[Dataset entries]
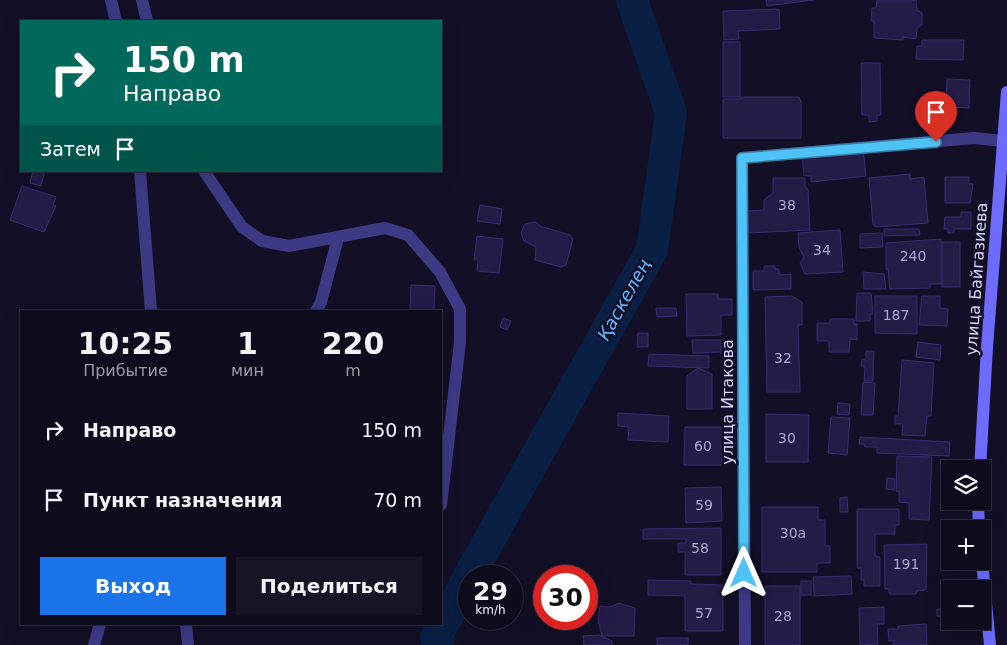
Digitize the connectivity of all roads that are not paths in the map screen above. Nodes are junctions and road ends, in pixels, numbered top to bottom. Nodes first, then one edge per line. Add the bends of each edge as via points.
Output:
1 (111, 0) edge
2 (142, 0) edge
3 (116, 20) edge
4 (147, 20) edge
5 (1007, 92) edge
6 (1003, 142) junction
7 (140, 172) edge
8 (205, 172) edge
9 (338, 238) junction
10 (151, 310) edge
11 (317, 310) edge
12 (981, 460) edge
13 (442, 496) edge
14 (983, 570) edge
15 (100, 625) edge
16 (186, 625) edge
17 (94, 645) edge
18 (188, 645) edge
19 (744, 645) edge
20 (990, 645) edge

1 - 3 street
2 - 4 street
5 - 6 main road, улица Байгазиева
6 - 12 main road, улица Байгазиева
6 - 19 street, улица Итакова via 974,138 742,158
7 - 10 street
8 - 9 street via 242,227 262,241 289,246
9 - 11 street via 322,302
9 - 13 street via 385,228 408,235 440,272 460,309 460,342
14 - 20 main road
15 - 17 street
16 - 18 street

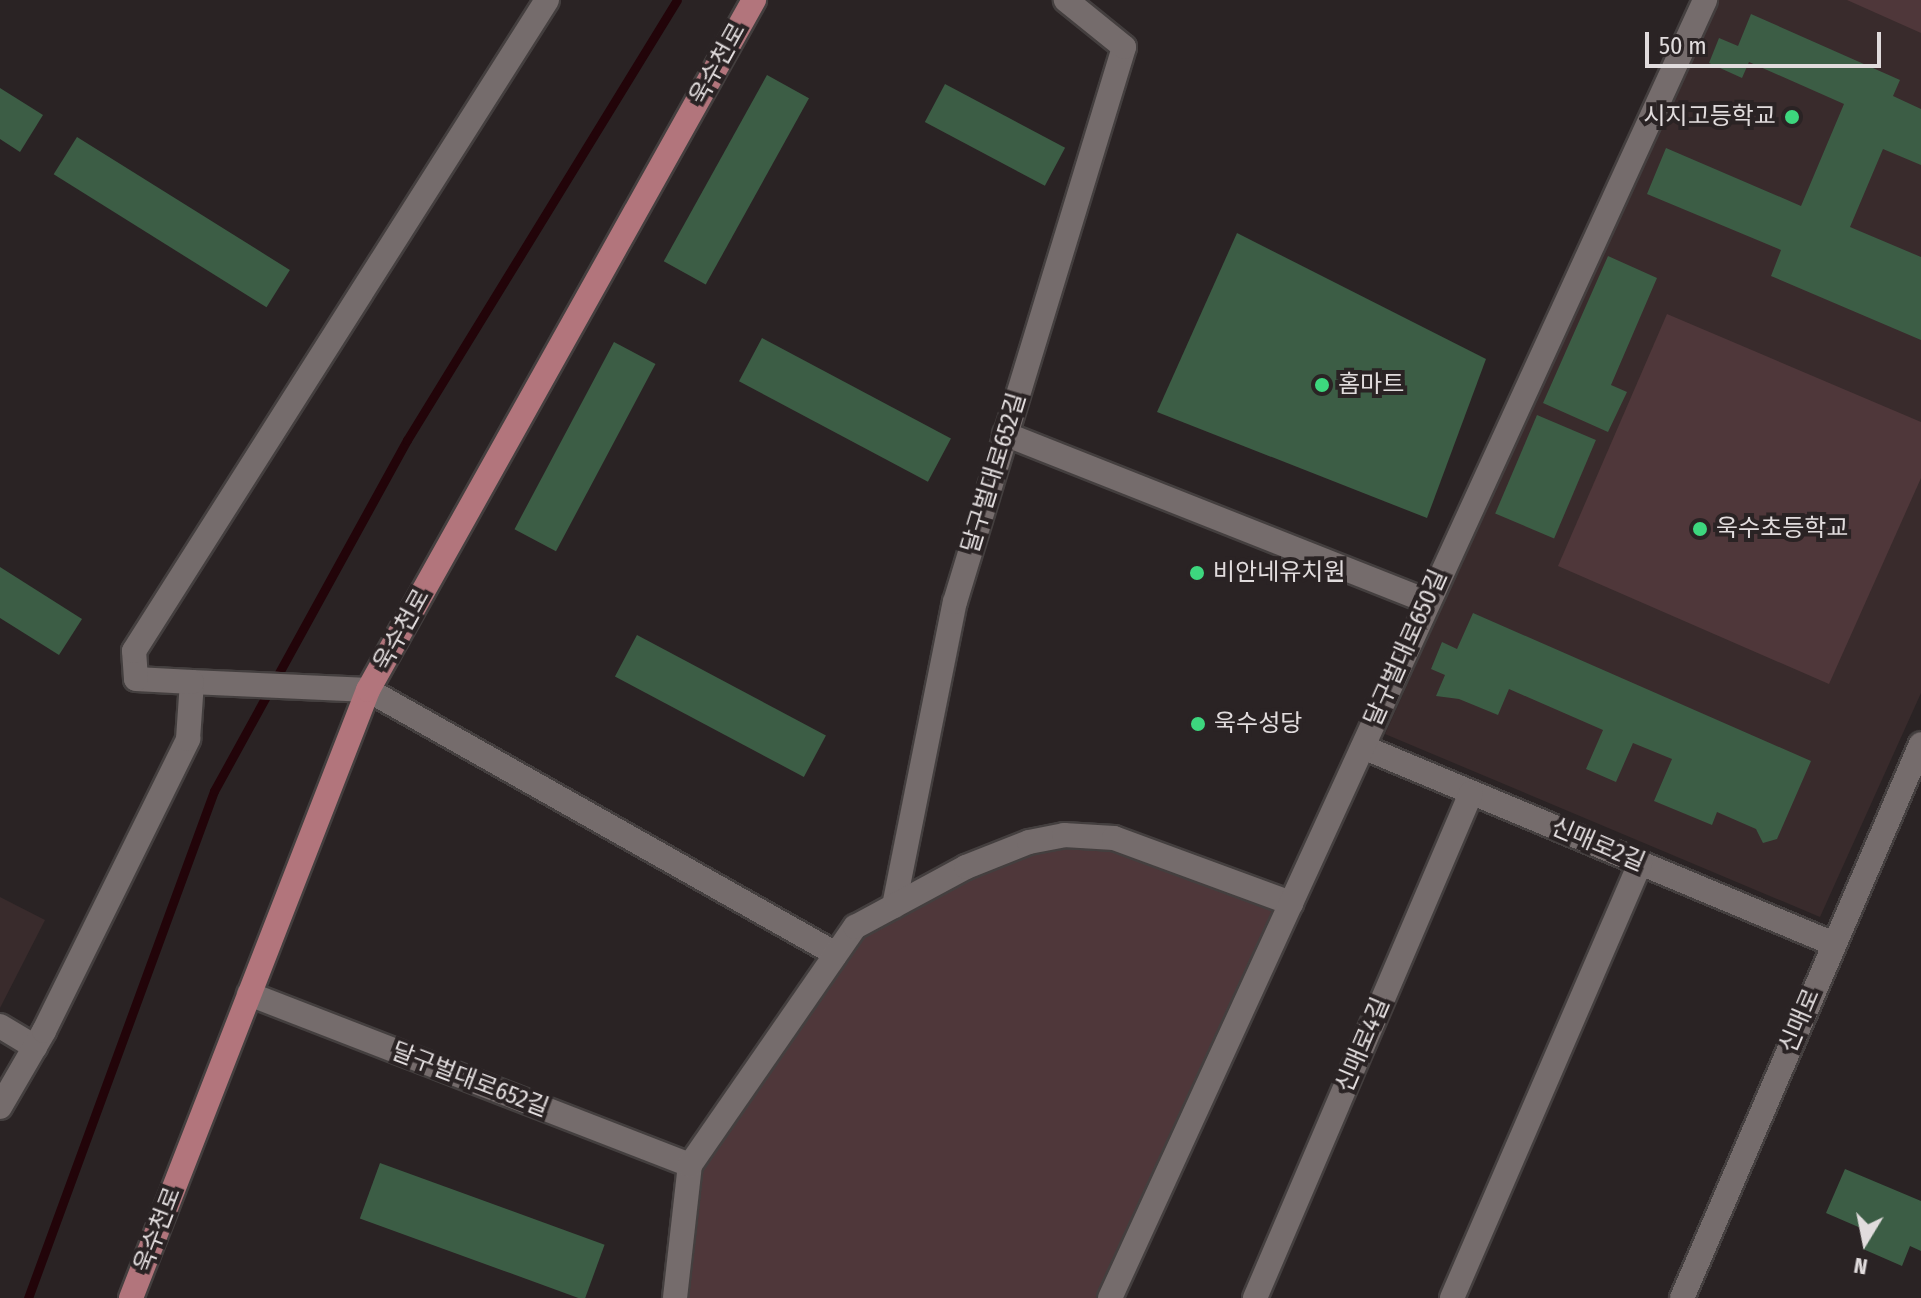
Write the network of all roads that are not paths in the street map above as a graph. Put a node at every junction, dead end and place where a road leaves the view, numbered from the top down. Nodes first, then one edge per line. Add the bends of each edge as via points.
1 (547, 0) edge
2 (754, 0) edge
3 (1066, 0) edge
4 (1705, 0) edge
5 (1005, 434) junction
6 (1427, 601) junction
7 (192, 682) junction
8 (368, 690) junction
9 (1921, 744) edge
10 (1363, 747) junction
11 (1471, 793) junction
12 (1640, 863) junction
13 (1291, 903) junction
14 (894, 906) junction
15 (1834, 944) junction
16 (836, 954) junction
17 (249, 994) junction
18 (0, 1026) edge
19 (35, 1047) junction
20 (0, 1107) edge
21 (690, 1165) junction
22 (131, 1298) edge
23 (675, 1298) edge
24 (1110, 1298) edge
25 (1255, 1298) edge
26 (1452, 1298) edge
27 (1682, 1298) edge

1 - 7 street via 134,651 136,679
2 - 8 main road, 욱수천로
3 - 5 street, 달구벌대로652길 via 1124,47
4 - 6 street, 달구벌대로650길
5 - 6 street
5 - 14 street, 달구벌대로652길 via 955,602
6 - 10 street, 달구벌대로650길
7 - 8 street
7 - 19 street via 188,739
8 - 16 street
8 - 17 main road, 욱수천로
9 - 15 street, 신매로
10 - 11 street, 신매로2길
10 - 13 street, 달구벌대로650길
11 - 12 street, 신매로2길
11 - 25 street, 신매로4길
12 - 15 street, 신매로2길
12 - 26 street
13 - 14 street via 1114,838 1064,835 1029,842 966,867
13 - 24 street, 달구벌대로650길
14 - 16 street via 855,927
15 - 27 street, 신매로
16 - 21 street
17 - 21 street, 달구벌대로652길
17 - 22 main road, 욱수천로
18 - 19 street
19 - 20 street
21 - 23 street

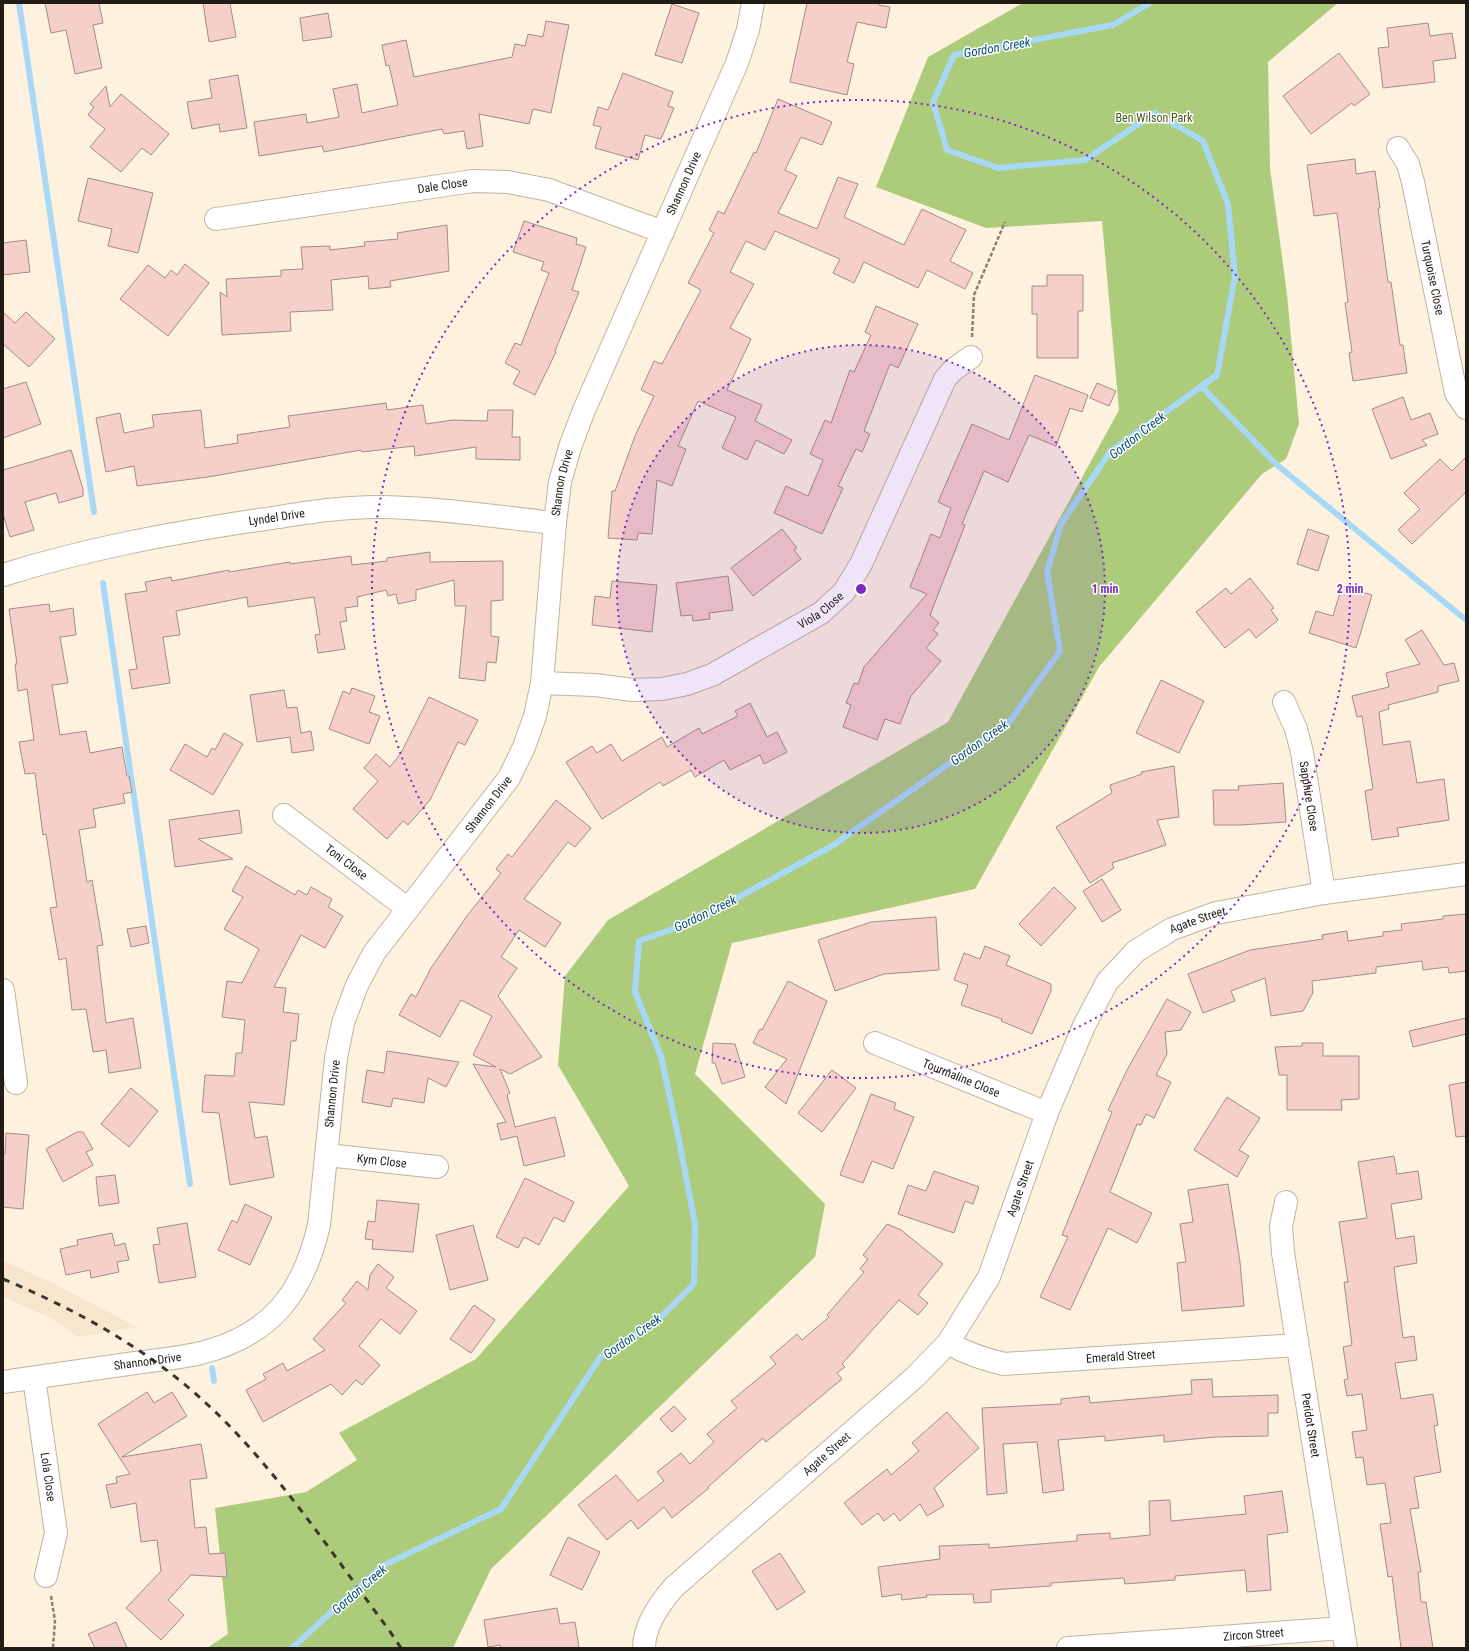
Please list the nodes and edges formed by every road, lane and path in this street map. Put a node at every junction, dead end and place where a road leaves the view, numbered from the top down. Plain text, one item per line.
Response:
1 (752, 3) edge
2 (1398, 148) dead end
3 (216, 218) dead end
4 (1005, 222) dead end
5 (663, 232) junction
6 (970, 357) joint
7 (1466, 408) edge
8 (555, 523) junction
9 (3, 575) edge
10 (542, 684) junction
11 (1284, 702) dead end
12 (284, 815) dead end
13 (1466, 874) edge
14 (1324, 893) junction
15 (408, 909) junction
16 (3, 990) edge
17 (875, 1043) dead end
18 (16, 1083) dead end
19 (1047, 1113) junction
20 (327, 1155) junction
21 (437, 1167) dead end
22 (1286, 1202) dead end
23 (948, 1343) junction
24 (1297, 1345) junction
25 (34, 1378) junction
26 (3, 1382) edge
27 (46, 1576) joint
28 (1344, 1638) edge
29 (53, 1648) edge
30 (644, 1648) edge
31 (1068, 1648) edge

1 - 5 street, Shannon Drive
2 - 7 street, Turquoise Close
3 - 5 street, Dale Close
4 - 6 path
5 - 8 street, Shannon Drive
6 - 10 street, Viola Close
8 - 9 street, Lyndel Drive
8 - 10 street, Shannon Drive
10 - 15 street, Shannon Drive
11 - 14 street, Sapphire Close
12 - 15 street, Toni Close
13 - 14 street, Agate Street
14 - 19 street, Agate Street
15 - 20 street, Shannon Drive
16 - 18 street
17 - 19 street, Tourmaline Close
19 - 23 street, Agate Street
20 - 21 street, Kym Close
20 - 25 street, Shannon Drive
22 - 24 street, Peridot Street
23 - 24 street, Emerald Street
23 - 30 street, Agate Street
24 - 28 street, Peridot Street
25 - 26 street, Shannon Drive
25 - 27 street, Lola Close
27 - 29 path
28 - 31 street, Zircon Street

## Exercise prompt
Strip the images and reproduce the remaining records precisely.

## Response to this task
Digitize the connectivity of all roads that are not paths in the map screen above. Nodes are junctions and road ends, in pixels, numbered top to bottom. Nodes first, then one edge per line. Add the bends of each edge as via points.
Output:
1 (111, 0) edge
2 (142, 0) edge
3 (116, 20) edge
4 (147, 20) edge
5 (1007, 92) edge
6 (1003, 142) junction
7 (140, 172) edge
8 (205, 172) edge
9 (338, 238) junction
10 (151, 310) edge
11 (317, 310) edge
12 (981, 460) edge
13 (442, 496) edge
14 (983, 570) edge
15 (100, 625) edge
16 (186, 625) edge
17 (94, 645) edge
18 (188, 645) edge
19 (744, 645) edge
20 (990, 645) edge

1 - 3 street
2 - 4 street
5 - 6 main road, улица Байгазиева
6 - 12 main road, улица Байгазиева
6 - 19 street, улица Итакова via 974,138 742,158
7 - 10 street
8 - 9 street via 242,227 262,241 289,246
9 - 11 street via 322,302
9 - 13 street via 385,228 408,235 440,272 460,309 460,342
14 - 20 main road
15 - 17 street
16 - 18 street

Write the network of all roads that are not paths in the street map above as a graph. Put a node at every junction, dead end and place where a road leaves the view, numbered from the top down. Nodes first, then one edge per line. Add the bends of each edge as via points.
1 (547, 0) edge
2 (754, 0) edge
3 (1066, 0) edge
4 (1705, 0) edge
5 (1005, 434) junction
6 (1427, 601) junction
7 (192, 682) junction
8 (368, 690) junction
9 (1921, 744) edge
10 (1363, 747) junction
11 (1471, 793) junction
12 (1640, 863) junction
13 (1291, 903) junction
14 (894, 906) junction
15 (1834, 944) junction
16 (836, 954) junction
17 (249, 994) junction
18 (0, 1026) edge
19 (35, 1047) junction
20 (0, 1107) edge
21 (690, 1165) junction
22 (131, 1298) edge
23 (675, 1298) edge
24 (1110, 1298) edge
25 (1255, 1298) edge
26 (1452, 1298) edge
27 (1682, 1298) edge

1 - 7 street via 134,651 136,679
2 - 8 main road, 욱수천로
3 - 5 street, 달구벌대로652길 via 1124,47
4 - 6 street, 달구벌대로650길
5 - 6 street
5 - 14 street, 달구벌대로652길 via 955,602
6 - 10 street, 달구벌대로650길
7 - 8 street
7 - 19 street via 188,739
8 - 16 street
8 - 17 main road, 욱수천로
9 - 15 street, 신매로
10 - 11 street, 신매로2길
10 - 13 street, 달구벌대로650길
11 - 12 street, 신매로2길
11 - 25 street, 신매로4길
12 - 15 street, 신매로2길
12 - 26 street
13 - 14 street via 1114,838 1064,835 1029,842 966,867
13 - 24 street, 달구벌대로650길
14 - 16 street via 855,927
15 - 27 street, 신매로
16 - 21 street
17 - 21 street, 달구벌대로652길
17 - 22 main road, 욱수천로
18 - 19 street
19 - 20 street
21 - 23 street

Please list the nodes and edges formed by every road, lane and path in this street map. Put a node at every junction, dead end and place where a road leaves the view, numbered from the top down. Plain text, one item per line.
Response:
1 (752, 3) edge
2 (1398, 148) dead end
3 (216, 218) dead end
4 (1005, 222) dead end
5 (663, 232) junction
6 (970, 357) joint
7 (1466, 408) edge
8 (555, 523) junction
9 (3, 575) edge
10 (542, 684) junction
11 (1284, 702) dead end
12 (284, 815) dead end
13 (1466, 874) edge
14 (1324, 893) junction
15 (408, 909) junction
16 (3, 990) edge
17 (875, 1043) dead end
18 (16, 1083) dead end
19 (1047, 1113) junction
20 (327, 1155) junction
21 (437, 1167) dead end
22 (1286, 1202) dead end
23 (948, 1343) junction
24 (1297, 1345) junction
25 (34, 1378) junction
26 (3, 1382) edge
27 (46, 1576) joint
28 (1344, 1638) edge
29 (53, 1648) edge
30 (644, 1648) edge
31 (1068, 1648) edge

1 - 5 street, Shannon Drive
2 - 7 street, Turquoise Close
3 - 5 street, Dale Close
4 - 6 path
5 - 8 street, Shannon Drive
6 - 10 street, Viola Close
8 - 9 street, Lyndel Drive
8 - 10 street, Shannon Drive
10 - 15 street, Shannon Drive
11 - 14 street, Sapphire Close
12 - 15 street, Toni Close
13 - 14 street, Agate Street
14 - 19 street, Agate Street
15 - 20 street, Shannon Drive
16 - 18 street
17 - 19 street, Tourmaline Close
19 - 23 street, Agate Street
20 - 21 street, Kym Close
20 - 25 street, Shannon Drive
22 - 24 street, Peridot Street
23 - 24 street, Emerald Street
23 - 30 street, Agate Street
24 - 28 street, Peridot Street
25 - 26 street, Shannon Drive
25 - 27 street, Lola Close
27 - 29 path
28 - 31 street, Zircon Street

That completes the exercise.